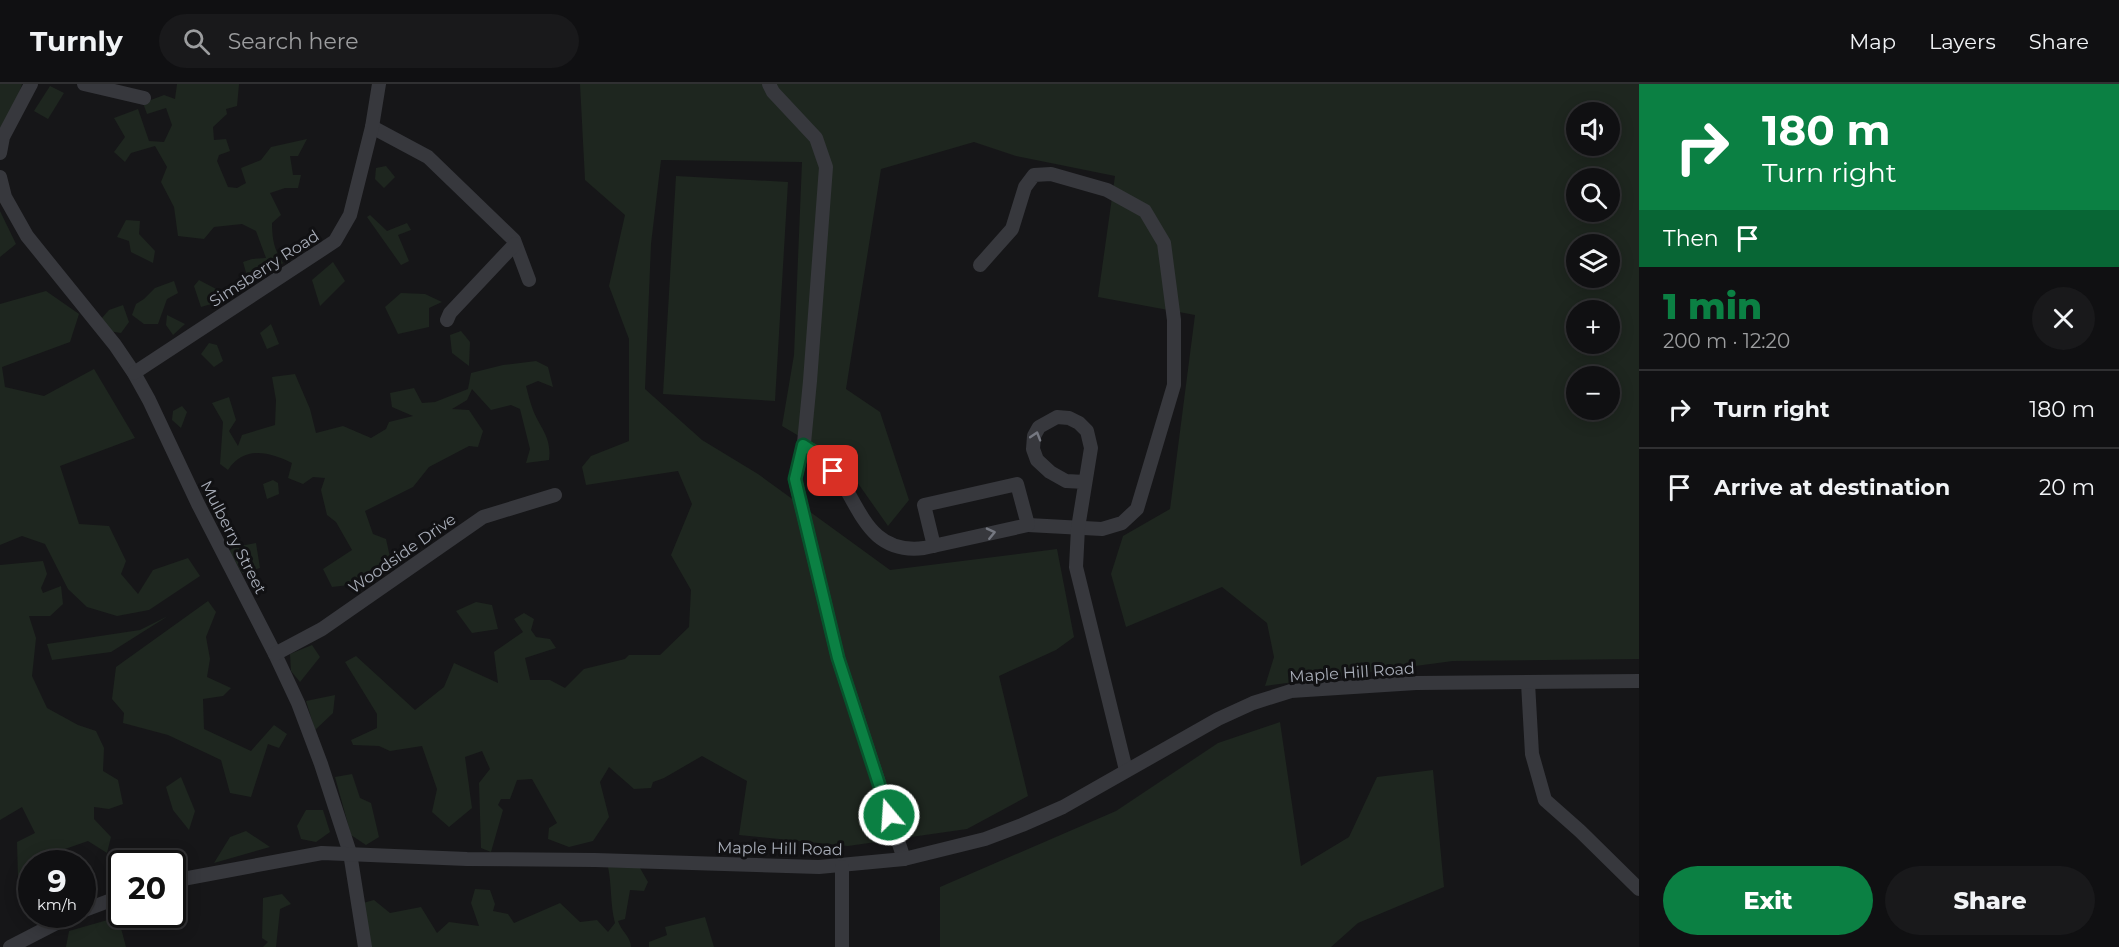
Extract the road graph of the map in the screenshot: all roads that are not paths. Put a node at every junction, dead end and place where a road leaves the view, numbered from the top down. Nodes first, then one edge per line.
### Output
1 (31, 84) edge
2 (84, 84) edge
3 (380, 84) edge
4 (769, 84) edge
5 (144, 98) dead end
6 (372, 127) junction
7 (0, 153) edge
8 (0, 177) edge
9 (515, 244) junction
10 (980, 265) dead end
11 (529, 280) dead end
12 (447, 320) dead end
13 (134, 373) junction
14 (803, 445) junction
15 (1084, 482) junction
16 (555, 495) dead end
17 (1028, 525) junction
18 (1078, 528) junction
19 (934, 546) junction
20 (275, 654) junction
21 (1639, 681) edge
22 (1528, 683) junction
23 (1126, 770) junction
24 (350, 853) junction
25 (904, 859) junction
26 (842, 867) junction
27 (186, 878) edge
28 (1639, 890) edge
29 (47, 928) edge
30 (10, 947) edge
31 (365, 947) edge
32 (842, 947) edge

1 - 7 street
2 - 5 street
3 - 6 street, Simsberry Road
4 - 14 street
6 - 9 street
6 - 13 street, Simsberry Road
8 - 13 street, Mulberry Street
9 - 11 street
9 - 12 street
10 - 18 street
13 - 20 street, Mulberry Street
14 - 19 street
14 - 25 street
15 -> 15 street
15 - 18 street
16 - 20 street, Woodside Drive
17 - 18 street
19 -> 17 street
17 - 19 street
18 - 23 street
20 - 24 street, Mulberry Street
21 - 22 street, Maple Hill Road
22 - 23 street, Maple Hill Road
22 - 28 street
23 - 25 street, Maple Hill Road
24 - 26 street, Maple Hill Road
24 - 27 street, Maple Hill Road
24 - 31 street, Mulberry Street
25 - 26 street, Maple Hill Road
26 - 32 street
29 - 30 street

## WORK TO BE COMPLETED
Where an entry contains an image, drop the image and copy everything else word for word.

## WRITTEN RESPONSE
Extract the road graph of the map in the screenshot: all roads that are not paths. Put a node at every junction, dead end and place where a road leaves the view, numbered from the top down. Nodes first, then one edge per line.
### Output
1 (31, 84) edge
2 (84, 84) edge
3 (380, 84) edge
4 (769, 84) edge
5 (144, 98) dead end
6 (372, 127) junction
7 (0, 153) edge
8 (0, 177) edge
9 (515, 244) junction
10 (980, 265) dead end
11 (529, 280) dead end
12 (447, 320) dead end
13 (134, 373) junction
14 (803, 445) junction
15 (1084, 482) junction
16 (555, 495) dead end
17 (1028, 525) junction
18 (1078, 528) junction
19 (934, 546) junction
20 (275, 654) junction
21 (1639, 681) edge
22 (1528, 683) junction
23 (1126, 770) junction
24 (350, 853) junction
25 (904, 859) junction
26 (842, 867) junction
27 (186, 878) edge
28 (1639, 890) edge
29 (47, 928) edge
30 (10, 947) edge
31 (365, 947) edge
32 (842, 947) edge

1 - 7 street
2 - 5 street
3 - 6 street, Simsberry Road
4 - 14 street
6 - 9 street
6 - 13 street, Simsberry Road
8 - 13 street, Mulberry Street
9 - 11 street
9 - 12 street
10 - 18 street
13 - 20 street, Mulberry Street
14 - 19 street
14 - 25 street
15 -> 15 street
15 - 18 street
16 - 20 street, Woodside Drive
17 - 18 street
19 -> 17 street
17 - 19 street
18 - 23 street
20 - 24 street, Mulberry Street
21 - 22 street, Maple Hill Road
22 - 23 street, Maple Hill Road
22 - 28 street
23 - 25 street, Maple Hill Road
24 - 26 street, Maple Hill Road
24 - 27 street, Maple Hill Road
24 - 31 street, Mulberry Street
25 - 26 street, Maple Hill Road
26 - 32 street
29 - 30 street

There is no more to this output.